Let’s delve into some test cases to solidify our understanding of how the provided C++ code accomplishes the spiral order traversal:

Test Case 1: Basic Spiral

Input: matrix = [[1,2,3],[4,5,6],[7,8,9]]

Expected output: [1, 2, 3, 6, 9, 8, 7, 4, 5]

Walkthrough:

1. Initialization:

• The code retrieves the matrix dimensions (3 rows, 3 columns).
• It sets boundaries (i = 0, j = 0, r = 2, c = 2).
• An empty result vector (res) is created.

1. Looping Through Layers:

The while loop starts (i <= r and j <= c are true).
a) First Layer Traversal:

1. The traverse function is called with boundaries (i = 0, j = 0, r = 2, c = 2).
2. It iterates through the first row (elements 1, 2, 3) from left to right, adding them to res and marking them visited.
3. It moves down the rightmost column (element 6), adding it to res and marking it visited.
4. It iterates through the last row (elements 9, 8) from right to left, adding them to res and marking them visited.
5. It moves up the leftmost column (element 7), adding it to res and marking it visited.
6. After traversing the first layer, res becomes [1, 2, 3, 6, 9, 8].
7. Boundaries are updated (i = 1, j = 1, r = 1, c = 1).

b) Second Layer Traversal:

1. The loop iterates again (i <= r and j <= c are still true).
2. The traverse function is called with the updated boundaries.
3. It tries to iterate through the top row (element 4) but finds it already visited.
4. It moves down the rightmost column (no element present).
5. It tries to iterate through the bottom row (element 5) but finds it already visited.
6. It moves up the leftmost column (no element present).
7. Since no new elements were found, this layer traversal effectively ends.

c) Loop Termination:

After the second layer, i (now 1) is greater than r (now 1), and the while loop terminates.

1. Return Result:

The function returns the final res vector containing the spiral order traversal: [1, 2, 3, 6, 9, 8, 7, 4, 5].

Test Case 2: Rectangular Matrix

Input: matrix = [[1, 2, 3, 4], [5, 6, 7, 8]]
Expected Output: [1, 2, 3, 4, 8, 7, 6, 5]

Walkthrough:

This case follows similar logic to the first test case, but with fewer layers due to the rectangular shape. The code will traverse the elements in a spiral pattern, starting from the top-left corner and moving inwards until all elements are visited.

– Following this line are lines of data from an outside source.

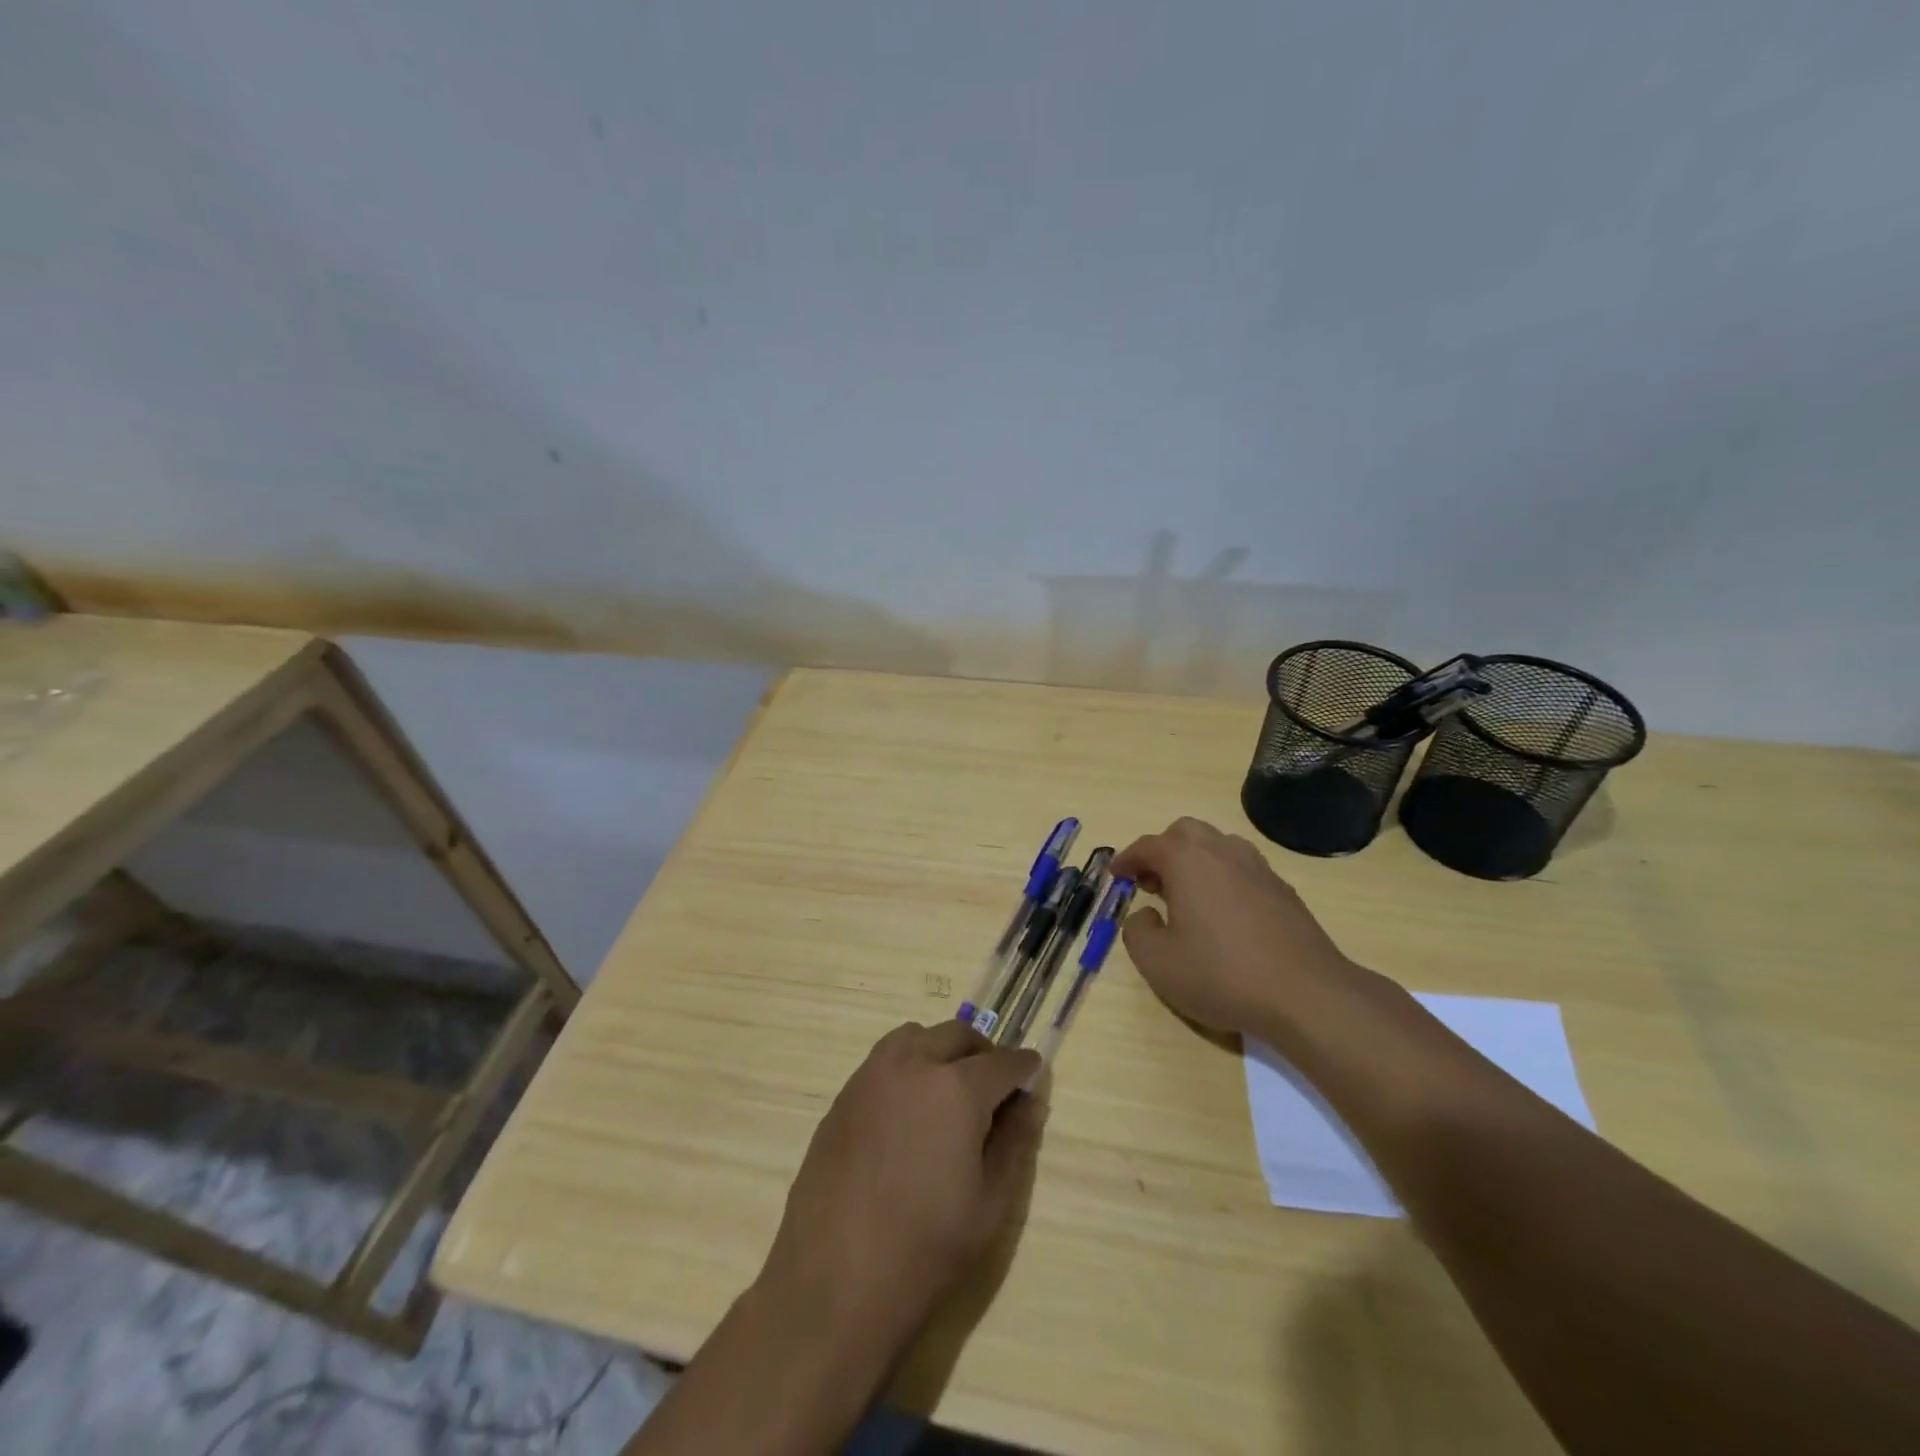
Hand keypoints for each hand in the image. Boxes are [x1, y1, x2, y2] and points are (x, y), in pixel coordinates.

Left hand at [761, 1021, 1042, 1349]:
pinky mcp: (843, 1096)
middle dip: (982, 1052)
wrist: (834, 1283)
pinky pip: (883, 1061)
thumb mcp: (990, 1203)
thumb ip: (1014, 1142)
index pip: (1001, 1062)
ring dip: (940, 1050)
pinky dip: (907, 1067)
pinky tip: (908, 1113)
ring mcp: (871, 1076)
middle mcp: (912, 1065)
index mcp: (955, 1089)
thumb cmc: (925, 1250)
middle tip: (994, 1085)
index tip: (1033, 1073)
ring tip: (949, 1090)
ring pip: (915, 1037)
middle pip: (956, 1036)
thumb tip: (1030, 1101)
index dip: (1023, 1067)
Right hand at [1112, 817, 1370, 1036]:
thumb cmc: (1221, 974)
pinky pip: (1243, 868)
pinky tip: (1223, 913)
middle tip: (1152, 882)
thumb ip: (1137, 931)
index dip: (1126, 859)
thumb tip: (1145, 915)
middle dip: (1163, 850)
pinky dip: (1223, 877)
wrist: (1306, 995)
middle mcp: (1222, 852)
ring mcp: (1258, 868)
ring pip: (1218, 845)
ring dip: (1195, 860)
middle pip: (1185, 832)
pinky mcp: (1283, 890)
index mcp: (1187, 860)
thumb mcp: (1157, 963)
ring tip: (1187, 895)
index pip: (1147, 846)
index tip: (1116, 874)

Real-World Applications: Beyond the Classroom

• Image Processing: When dealing with digital images represented as matrices (pixels as elements), spiral order traversal can be used for efficient image compression techniques. By prioritizing central pixels that often contain crucial image information, this approach can achieve better compression ratios.
• Data Mining: When analyzing large datasets represented as matrices, spiral order traversal can be used to prioritize processing central elements that might hold more valuable or statistically significant information compared to the edges.

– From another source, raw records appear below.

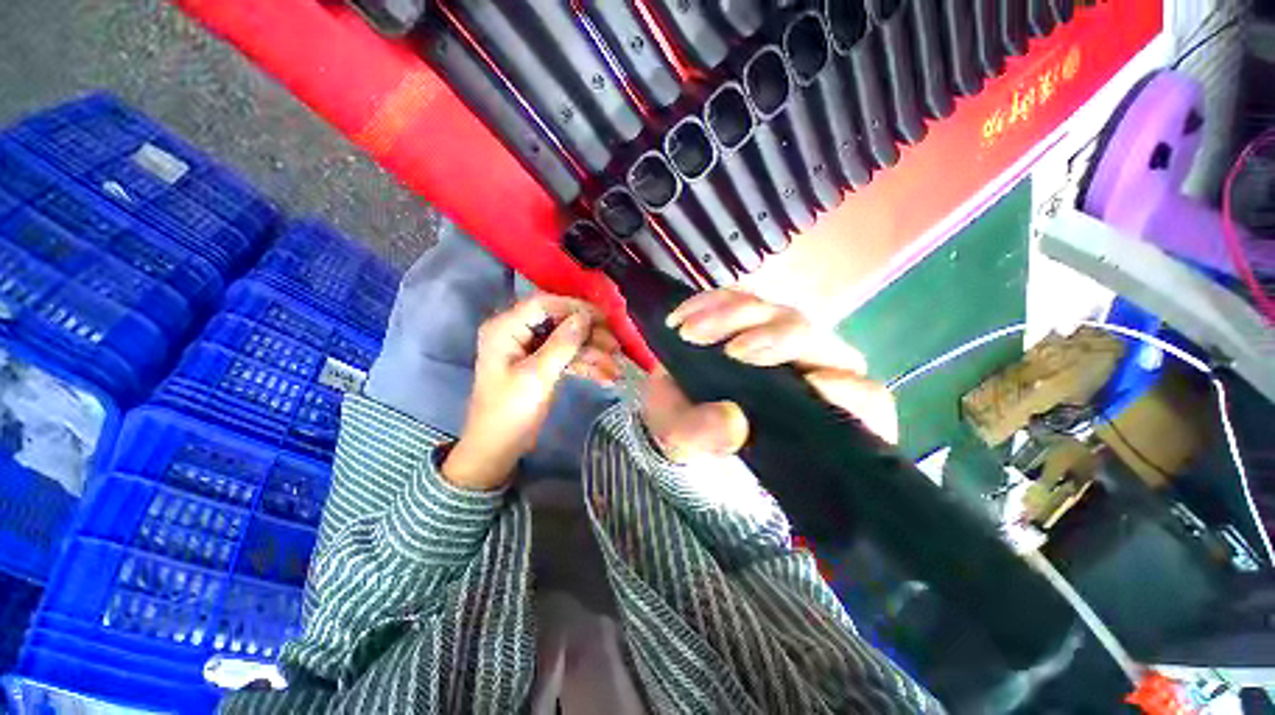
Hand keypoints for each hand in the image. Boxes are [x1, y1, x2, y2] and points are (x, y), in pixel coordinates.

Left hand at [442, 294, 620, 490]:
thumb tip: (585, 317)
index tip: (603, 317)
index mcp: (506, 328)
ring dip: (592, 353)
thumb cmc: (510, 411)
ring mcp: (532, 349)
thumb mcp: (537, 376)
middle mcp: (518, 332)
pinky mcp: (542, 365)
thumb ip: (562, 344)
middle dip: (589, 334)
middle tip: (615, 346)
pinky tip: (607, 377)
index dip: (574, 307)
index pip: (543, 304)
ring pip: (568, 341)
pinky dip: (586, 366)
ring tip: (616, 367)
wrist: (497, 449)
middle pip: (560, 322)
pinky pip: (567, 357)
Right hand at [642, 290, 896, 462]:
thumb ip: (704, 438)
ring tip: (689, 331)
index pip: (863, 401)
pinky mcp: (749, 321)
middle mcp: (805, 373)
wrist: (666, 410)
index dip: (850, 391)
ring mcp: (777, 343)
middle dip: (775, 339)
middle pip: (818, 342)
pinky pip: (741, 299)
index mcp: (811, 416)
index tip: (811, 386)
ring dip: (734, 316)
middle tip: (730, 352)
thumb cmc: (688, 438)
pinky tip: (681, 316)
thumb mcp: (685, 445)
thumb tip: (732, 421)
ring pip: (779, 314)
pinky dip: (711, 303)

These are just a few examples, and the specific applications can vary depending on the software and its purpose. However, the core concept of efficiently iterating through a matrix in a spiral pattern proves valuable in various real-world scenarios.

Conclusion

We’ve successfully navigated the challenge of finding the spiral order traversal in a matrix! This problem not only tested our understanding of matrix manipulation and loops but also introduced a valuable concept with practical applications. By combining clear explanations, code breakdown, and real-world examples, I have hopefully provided a comprehensive guide to tackling this spiral adventure.